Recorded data
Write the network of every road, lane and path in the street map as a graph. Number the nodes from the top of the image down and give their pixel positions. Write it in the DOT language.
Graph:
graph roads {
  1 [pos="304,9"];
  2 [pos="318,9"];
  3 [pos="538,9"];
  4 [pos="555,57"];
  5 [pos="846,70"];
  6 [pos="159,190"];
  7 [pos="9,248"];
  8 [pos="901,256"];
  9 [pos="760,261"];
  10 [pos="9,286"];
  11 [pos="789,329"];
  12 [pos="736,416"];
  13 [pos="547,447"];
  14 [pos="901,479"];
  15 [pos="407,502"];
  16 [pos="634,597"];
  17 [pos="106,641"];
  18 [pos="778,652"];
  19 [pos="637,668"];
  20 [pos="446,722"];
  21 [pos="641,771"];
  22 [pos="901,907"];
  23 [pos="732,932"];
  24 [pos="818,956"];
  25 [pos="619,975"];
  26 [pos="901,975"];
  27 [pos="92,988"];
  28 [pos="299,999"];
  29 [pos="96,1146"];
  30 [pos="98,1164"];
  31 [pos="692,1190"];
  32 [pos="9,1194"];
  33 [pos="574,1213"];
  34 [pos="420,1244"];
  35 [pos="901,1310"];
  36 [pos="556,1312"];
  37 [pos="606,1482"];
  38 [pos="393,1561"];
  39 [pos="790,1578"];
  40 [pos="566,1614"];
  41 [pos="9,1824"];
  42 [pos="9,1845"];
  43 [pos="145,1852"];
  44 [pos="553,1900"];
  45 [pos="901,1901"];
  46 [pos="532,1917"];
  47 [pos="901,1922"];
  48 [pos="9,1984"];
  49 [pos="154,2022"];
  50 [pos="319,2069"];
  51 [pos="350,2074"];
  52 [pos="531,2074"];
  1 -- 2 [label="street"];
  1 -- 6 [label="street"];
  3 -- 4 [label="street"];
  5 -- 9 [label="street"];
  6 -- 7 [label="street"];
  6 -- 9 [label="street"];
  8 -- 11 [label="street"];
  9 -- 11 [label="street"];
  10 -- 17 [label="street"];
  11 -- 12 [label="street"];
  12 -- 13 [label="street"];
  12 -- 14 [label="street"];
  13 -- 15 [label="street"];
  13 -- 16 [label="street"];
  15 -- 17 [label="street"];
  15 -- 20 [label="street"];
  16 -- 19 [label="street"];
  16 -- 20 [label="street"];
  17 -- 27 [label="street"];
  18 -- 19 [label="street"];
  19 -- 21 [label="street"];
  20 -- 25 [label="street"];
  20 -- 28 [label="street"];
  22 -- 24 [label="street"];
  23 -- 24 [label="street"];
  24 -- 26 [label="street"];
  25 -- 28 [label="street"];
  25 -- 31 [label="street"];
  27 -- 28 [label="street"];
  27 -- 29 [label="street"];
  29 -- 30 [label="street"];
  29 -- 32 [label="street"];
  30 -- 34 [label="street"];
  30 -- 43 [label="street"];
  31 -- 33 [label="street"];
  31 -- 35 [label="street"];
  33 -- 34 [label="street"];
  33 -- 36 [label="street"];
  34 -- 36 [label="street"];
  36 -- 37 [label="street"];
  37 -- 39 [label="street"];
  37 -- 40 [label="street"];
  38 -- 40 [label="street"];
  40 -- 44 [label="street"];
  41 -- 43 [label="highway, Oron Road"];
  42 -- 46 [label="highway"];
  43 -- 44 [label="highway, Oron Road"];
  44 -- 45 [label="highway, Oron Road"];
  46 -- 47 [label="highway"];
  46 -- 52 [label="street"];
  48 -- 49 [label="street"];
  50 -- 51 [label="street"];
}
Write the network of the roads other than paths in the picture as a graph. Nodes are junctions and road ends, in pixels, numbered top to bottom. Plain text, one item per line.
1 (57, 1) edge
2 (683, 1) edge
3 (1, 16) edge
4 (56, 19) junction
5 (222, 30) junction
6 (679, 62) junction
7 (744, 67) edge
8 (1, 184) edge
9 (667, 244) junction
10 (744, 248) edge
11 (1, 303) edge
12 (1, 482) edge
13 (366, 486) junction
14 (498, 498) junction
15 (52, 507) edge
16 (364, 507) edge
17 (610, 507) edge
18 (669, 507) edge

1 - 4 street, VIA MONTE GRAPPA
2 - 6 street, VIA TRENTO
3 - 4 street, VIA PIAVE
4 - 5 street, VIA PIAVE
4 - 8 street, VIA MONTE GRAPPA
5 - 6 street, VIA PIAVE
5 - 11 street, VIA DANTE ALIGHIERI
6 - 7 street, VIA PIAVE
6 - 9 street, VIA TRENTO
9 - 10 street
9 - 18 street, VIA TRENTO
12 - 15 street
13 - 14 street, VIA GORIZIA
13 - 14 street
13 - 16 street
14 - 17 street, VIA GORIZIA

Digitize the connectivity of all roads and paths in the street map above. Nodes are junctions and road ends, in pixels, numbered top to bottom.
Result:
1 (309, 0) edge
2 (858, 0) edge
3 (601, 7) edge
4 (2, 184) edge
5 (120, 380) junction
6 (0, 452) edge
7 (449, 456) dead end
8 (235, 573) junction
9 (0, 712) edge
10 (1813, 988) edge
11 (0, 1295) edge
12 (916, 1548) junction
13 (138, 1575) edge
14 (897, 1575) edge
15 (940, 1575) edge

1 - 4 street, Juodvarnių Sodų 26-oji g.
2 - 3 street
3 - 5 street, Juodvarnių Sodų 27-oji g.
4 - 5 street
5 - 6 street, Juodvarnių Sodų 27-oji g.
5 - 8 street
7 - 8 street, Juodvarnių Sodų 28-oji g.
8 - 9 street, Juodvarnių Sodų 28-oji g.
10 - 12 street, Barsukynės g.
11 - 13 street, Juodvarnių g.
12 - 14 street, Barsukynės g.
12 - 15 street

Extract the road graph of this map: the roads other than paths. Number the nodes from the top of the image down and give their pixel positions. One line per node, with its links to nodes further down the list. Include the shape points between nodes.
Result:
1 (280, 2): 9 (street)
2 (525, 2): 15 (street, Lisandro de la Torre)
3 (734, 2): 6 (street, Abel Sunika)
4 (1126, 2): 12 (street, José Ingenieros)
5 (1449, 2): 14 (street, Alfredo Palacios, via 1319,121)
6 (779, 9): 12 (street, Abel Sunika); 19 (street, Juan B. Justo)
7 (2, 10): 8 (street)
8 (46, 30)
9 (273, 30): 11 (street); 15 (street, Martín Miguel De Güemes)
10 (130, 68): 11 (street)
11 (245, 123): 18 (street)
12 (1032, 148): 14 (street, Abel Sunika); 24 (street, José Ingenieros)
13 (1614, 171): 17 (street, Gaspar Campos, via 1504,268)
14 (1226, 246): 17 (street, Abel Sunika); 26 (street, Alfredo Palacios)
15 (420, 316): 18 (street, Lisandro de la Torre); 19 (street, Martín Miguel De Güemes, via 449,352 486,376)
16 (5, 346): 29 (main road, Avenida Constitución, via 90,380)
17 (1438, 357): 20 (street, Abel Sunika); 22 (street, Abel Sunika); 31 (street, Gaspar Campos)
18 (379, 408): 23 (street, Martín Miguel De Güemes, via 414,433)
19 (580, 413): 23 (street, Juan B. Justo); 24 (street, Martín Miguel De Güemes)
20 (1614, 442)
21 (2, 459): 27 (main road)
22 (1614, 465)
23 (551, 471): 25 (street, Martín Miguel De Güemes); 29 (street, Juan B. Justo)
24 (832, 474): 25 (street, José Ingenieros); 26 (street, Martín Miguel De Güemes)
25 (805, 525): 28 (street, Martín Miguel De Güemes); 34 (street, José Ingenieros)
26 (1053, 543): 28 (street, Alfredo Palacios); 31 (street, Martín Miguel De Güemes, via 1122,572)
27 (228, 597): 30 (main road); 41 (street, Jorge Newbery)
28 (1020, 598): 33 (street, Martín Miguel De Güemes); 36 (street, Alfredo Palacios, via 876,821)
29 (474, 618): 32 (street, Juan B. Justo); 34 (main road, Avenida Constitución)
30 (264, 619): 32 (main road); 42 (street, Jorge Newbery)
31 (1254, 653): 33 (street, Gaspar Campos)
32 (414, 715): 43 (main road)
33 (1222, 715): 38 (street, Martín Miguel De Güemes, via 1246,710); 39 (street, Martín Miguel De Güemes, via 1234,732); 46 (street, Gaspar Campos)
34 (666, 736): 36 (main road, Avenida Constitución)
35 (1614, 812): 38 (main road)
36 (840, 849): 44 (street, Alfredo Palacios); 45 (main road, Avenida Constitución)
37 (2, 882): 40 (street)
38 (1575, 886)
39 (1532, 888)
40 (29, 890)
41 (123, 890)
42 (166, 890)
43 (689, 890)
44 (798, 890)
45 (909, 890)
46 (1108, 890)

Exercise brief
For each line above that includes "junctions", make a copy.

Output of the exercise
Write the network of the roads other than paths in the picture as a graph. Nodes are junctions and road ends, in pixels, numbered top to bottom. Plain text, one item per line.
Digitize the connectivity of all roads and paths in the street map above. Nodes are junctions and road ends, in pixels, numbered top to bottom.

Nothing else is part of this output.